In the entries below, how many lines contain "Input"? Answer with the number and nothing else.

☆ ☆ ☆

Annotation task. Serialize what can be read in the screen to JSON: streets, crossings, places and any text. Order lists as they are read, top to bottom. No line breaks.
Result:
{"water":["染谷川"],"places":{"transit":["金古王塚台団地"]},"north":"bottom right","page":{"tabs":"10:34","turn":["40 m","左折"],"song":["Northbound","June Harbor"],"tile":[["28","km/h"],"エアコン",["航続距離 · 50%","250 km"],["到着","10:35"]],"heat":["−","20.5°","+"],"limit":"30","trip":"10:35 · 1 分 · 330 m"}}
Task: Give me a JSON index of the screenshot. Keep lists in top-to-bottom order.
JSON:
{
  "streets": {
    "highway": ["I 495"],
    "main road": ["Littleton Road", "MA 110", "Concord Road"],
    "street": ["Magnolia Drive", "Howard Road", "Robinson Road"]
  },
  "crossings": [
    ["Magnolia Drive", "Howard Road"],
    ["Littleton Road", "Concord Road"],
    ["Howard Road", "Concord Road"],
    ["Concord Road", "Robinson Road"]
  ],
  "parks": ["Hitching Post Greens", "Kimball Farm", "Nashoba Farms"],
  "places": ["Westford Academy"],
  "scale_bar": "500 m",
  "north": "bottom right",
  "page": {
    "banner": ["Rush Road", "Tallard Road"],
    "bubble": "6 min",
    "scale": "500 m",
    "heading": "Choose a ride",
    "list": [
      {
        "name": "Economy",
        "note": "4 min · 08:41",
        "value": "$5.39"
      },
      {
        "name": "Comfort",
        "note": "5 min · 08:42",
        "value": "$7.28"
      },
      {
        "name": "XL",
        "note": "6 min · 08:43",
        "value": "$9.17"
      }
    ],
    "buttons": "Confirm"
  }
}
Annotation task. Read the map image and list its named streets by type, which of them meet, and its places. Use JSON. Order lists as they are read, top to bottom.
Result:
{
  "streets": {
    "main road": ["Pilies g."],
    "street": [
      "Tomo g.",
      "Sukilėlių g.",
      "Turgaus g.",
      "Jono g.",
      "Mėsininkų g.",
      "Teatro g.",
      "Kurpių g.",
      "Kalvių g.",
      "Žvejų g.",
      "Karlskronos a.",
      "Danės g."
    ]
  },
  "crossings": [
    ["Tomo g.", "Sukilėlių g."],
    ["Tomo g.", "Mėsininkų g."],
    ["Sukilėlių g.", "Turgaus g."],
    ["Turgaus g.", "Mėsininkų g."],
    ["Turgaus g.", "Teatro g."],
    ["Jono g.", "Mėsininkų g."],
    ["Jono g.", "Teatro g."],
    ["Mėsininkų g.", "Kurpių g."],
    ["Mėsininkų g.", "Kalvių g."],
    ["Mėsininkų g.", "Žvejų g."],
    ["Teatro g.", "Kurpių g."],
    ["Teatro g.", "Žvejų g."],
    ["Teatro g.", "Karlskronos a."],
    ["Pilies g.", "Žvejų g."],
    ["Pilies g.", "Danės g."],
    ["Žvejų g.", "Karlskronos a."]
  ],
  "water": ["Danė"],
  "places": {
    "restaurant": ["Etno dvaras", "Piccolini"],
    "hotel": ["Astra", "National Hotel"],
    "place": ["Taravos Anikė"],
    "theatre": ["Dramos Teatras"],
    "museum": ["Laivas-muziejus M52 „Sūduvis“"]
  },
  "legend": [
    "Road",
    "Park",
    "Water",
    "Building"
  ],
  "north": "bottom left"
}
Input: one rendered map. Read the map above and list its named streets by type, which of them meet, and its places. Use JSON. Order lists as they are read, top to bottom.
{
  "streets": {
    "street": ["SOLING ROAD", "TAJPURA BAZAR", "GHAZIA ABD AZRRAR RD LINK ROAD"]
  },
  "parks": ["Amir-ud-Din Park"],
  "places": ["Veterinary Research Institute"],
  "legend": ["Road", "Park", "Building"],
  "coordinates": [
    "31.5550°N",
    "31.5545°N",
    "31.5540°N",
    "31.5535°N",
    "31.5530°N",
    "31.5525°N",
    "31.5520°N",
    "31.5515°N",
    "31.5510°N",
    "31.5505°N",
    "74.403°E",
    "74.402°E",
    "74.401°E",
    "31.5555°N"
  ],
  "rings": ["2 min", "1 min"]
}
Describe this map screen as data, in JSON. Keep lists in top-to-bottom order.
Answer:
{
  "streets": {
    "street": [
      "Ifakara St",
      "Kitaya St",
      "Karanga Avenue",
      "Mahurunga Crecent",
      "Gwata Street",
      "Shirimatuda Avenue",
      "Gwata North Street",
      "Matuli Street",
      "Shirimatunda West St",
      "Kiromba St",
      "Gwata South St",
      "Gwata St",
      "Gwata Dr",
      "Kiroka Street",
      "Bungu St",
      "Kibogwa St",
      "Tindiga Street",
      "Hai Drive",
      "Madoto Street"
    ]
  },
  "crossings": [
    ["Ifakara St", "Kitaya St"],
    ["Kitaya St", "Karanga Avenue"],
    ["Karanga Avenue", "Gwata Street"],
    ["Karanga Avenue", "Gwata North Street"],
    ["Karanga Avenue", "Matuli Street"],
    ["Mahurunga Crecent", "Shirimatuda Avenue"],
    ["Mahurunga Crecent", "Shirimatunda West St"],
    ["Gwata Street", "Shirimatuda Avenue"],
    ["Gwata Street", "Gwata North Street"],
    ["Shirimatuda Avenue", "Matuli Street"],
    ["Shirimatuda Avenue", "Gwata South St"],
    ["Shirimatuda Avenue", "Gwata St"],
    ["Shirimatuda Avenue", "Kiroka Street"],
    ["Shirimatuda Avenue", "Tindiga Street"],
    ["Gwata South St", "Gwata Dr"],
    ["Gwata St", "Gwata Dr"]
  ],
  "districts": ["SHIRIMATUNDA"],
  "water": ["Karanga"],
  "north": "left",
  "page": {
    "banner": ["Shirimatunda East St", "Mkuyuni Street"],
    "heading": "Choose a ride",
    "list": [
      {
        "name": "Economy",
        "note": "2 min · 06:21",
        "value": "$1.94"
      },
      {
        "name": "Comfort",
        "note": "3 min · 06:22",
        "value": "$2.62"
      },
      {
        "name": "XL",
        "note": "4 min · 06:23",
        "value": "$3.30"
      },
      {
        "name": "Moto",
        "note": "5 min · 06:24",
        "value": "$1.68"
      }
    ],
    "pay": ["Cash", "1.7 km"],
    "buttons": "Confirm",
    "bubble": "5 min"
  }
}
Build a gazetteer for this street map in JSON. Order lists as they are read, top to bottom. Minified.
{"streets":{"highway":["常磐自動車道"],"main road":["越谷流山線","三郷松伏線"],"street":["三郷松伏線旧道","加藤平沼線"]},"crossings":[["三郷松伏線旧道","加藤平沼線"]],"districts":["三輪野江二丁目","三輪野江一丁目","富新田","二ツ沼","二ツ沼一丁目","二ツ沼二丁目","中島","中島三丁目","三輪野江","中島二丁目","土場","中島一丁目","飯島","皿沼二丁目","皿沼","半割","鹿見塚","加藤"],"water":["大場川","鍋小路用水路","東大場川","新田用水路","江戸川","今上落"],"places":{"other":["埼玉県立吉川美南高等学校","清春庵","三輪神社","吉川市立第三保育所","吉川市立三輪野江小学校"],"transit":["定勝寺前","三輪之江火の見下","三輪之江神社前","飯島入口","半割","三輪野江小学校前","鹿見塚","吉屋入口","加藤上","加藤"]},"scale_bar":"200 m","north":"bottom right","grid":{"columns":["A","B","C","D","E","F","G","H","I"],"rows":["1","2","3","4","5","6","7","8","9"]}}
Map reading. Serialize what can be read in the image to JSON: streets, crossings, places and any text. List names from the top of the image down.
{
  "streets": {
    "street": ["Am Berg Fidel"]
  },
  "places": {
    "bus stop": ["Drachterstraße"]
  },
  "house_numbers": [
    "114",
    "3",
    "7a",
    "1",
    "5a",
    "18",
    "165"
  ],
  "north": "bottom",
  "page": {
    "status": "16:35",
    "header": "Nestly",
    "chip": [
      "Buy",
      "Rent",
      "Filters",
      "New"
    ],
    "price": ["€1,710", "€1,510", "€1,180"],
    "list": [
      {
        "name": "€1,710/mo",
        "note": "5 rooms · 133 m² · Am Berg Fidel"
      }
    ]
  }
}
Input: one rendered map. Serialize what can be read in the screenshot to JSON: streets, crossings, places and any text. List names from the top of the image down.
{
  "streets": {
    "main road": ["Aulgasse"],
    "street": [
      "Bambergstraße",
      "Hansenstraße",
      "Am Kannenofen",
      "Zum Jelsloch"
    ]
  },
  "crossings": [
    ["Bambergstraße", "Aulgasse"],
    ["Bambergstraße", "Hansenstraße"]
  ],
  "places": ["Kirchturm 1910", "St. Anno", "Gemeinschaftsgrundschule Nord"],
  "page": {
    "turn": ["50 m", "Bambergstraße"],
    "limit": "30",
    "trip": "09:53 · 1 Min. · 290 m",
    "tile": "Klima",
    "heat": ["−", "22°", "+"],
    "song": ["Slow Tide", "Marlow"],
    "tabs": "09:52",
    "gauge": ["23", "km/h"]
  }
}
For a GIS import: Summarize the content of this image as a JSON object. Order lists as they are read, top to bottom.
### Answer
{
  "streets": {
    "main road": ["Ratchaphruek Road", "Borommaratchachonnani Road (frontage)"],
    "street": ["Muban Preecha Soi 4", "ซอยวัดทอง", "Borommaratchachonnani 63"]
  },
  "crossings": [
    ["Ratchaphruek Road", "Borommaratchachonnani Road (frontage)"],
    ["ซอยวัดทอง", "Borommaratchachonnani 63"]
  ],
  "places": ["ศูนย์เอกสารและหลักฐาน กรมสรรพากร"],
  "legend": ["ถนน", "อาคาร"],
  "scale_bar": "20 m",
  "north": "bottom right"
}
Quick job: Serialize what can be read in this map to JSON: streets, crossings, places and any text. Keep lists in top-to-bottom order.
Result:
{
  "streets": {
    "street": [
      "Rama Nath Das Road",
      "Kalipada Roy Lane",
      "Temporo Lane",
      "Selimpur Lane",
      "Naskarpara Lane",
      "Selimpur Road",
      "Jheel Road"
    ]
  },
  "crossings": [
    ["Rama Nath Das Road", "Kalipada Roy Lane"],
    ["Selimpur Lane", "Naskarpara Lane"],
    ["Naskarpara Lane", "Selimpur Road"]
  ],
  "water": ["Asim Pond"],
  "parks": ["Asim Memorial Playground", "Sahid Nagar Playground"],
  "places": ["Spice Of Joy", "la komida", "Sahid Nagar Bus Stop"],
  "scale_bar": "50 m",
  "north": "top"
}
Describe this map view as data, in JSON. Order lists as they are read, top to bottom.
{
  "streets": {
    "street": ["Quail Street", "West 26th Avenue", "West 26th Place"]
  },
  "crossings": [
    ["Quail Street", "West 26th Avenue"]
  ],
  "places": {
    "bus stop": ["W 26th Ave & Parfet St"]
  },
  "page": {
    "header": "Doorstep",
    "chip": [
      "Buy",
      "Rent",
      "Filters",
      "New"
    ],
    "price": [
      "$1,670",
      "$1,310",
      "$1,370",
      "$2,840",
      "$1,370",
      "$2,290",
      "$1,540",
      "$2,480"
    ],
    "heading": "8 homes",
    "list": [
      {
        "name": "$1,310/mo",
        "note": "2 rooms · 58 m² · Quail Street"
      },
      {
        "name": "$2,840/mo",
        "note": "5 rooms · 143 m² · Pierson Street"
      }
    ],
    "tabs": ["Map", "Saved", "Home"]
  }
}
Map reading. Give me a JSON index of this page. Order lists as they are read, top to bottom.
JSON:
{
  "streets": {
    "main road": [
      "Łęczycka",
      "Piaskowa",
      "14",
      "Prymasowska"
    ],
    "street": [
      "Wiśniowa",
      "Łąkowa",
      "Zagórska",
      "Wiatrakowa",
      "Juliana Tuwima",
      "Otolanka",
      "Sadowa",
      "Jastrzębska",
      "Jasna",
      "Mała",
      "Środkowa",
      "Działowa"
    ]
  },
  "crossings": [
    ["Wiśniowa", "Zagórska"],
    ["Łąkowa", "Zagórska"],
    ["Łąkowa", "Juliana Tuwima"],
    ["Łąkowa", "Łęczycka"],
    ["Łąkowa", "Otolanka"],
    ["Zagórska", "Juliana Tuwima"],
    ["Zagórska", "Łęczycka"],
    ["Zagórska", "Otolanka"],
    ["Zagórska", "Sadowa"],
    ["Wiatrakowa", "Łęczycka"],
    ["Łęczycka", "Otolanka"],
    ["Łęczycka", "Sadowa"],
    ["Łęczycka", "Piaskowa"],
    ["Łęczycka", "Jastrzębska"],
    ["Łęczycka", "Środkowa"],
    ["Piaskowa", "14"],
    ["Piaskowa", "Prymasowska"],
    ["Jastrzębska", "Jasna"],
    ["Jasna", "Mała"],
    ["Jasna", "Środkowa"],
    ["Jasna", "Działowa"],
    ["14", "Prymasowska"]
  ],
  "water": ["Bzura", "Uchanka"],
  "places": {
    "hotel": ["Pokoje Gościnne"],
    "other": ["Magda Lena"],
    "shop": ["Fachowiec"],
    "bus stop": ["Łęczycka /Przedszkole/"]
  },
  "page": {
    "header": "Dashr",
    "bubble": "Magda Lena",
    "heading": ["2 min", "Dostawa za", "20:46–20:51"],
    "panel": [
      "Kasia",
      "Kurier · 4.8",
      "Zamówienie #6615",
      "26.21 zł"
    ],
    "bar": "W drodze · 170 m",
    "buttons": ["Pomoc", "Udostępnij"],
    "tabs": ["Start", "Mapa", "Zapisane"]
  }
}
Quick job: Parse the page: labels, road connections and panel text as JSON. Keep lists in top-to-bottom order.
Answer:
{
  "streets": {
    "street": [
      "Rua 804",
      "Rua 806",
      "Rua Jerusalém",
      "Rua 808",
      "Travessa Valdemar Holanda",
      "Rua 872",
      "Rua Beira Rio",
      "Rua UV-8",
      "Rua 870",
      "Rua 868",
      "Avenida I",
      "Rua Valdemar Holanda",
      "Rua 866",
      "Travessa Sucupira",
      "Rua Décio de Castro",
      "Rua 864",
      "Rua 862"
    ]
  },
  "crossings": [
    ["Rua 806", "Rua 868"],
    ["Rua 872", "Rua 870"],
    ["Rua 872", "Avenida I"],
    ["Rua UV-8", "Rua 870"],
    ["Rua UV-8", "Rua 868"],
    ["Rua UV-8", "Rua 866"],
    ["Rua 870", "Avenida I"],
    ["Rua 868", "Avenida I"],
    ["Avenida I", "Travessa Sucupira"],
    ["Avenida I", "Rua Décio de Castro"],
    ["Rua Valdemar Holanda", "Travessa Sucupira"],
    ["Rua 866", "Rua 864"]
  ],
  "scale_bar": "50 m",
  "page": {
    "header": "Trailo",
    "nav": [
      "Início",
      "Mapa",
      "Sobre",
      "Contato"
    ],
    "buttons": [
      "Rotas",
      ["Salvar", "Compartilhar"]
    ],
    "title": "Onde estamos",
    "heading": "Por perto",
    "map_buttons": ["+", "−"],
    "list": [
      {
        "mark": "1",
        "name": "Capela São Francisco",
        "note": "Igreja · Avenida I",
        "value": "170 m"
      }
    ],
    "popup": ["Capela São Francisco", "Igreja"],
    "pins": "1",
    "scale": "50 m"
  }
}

☆ ☆ ☆

## Task answer
2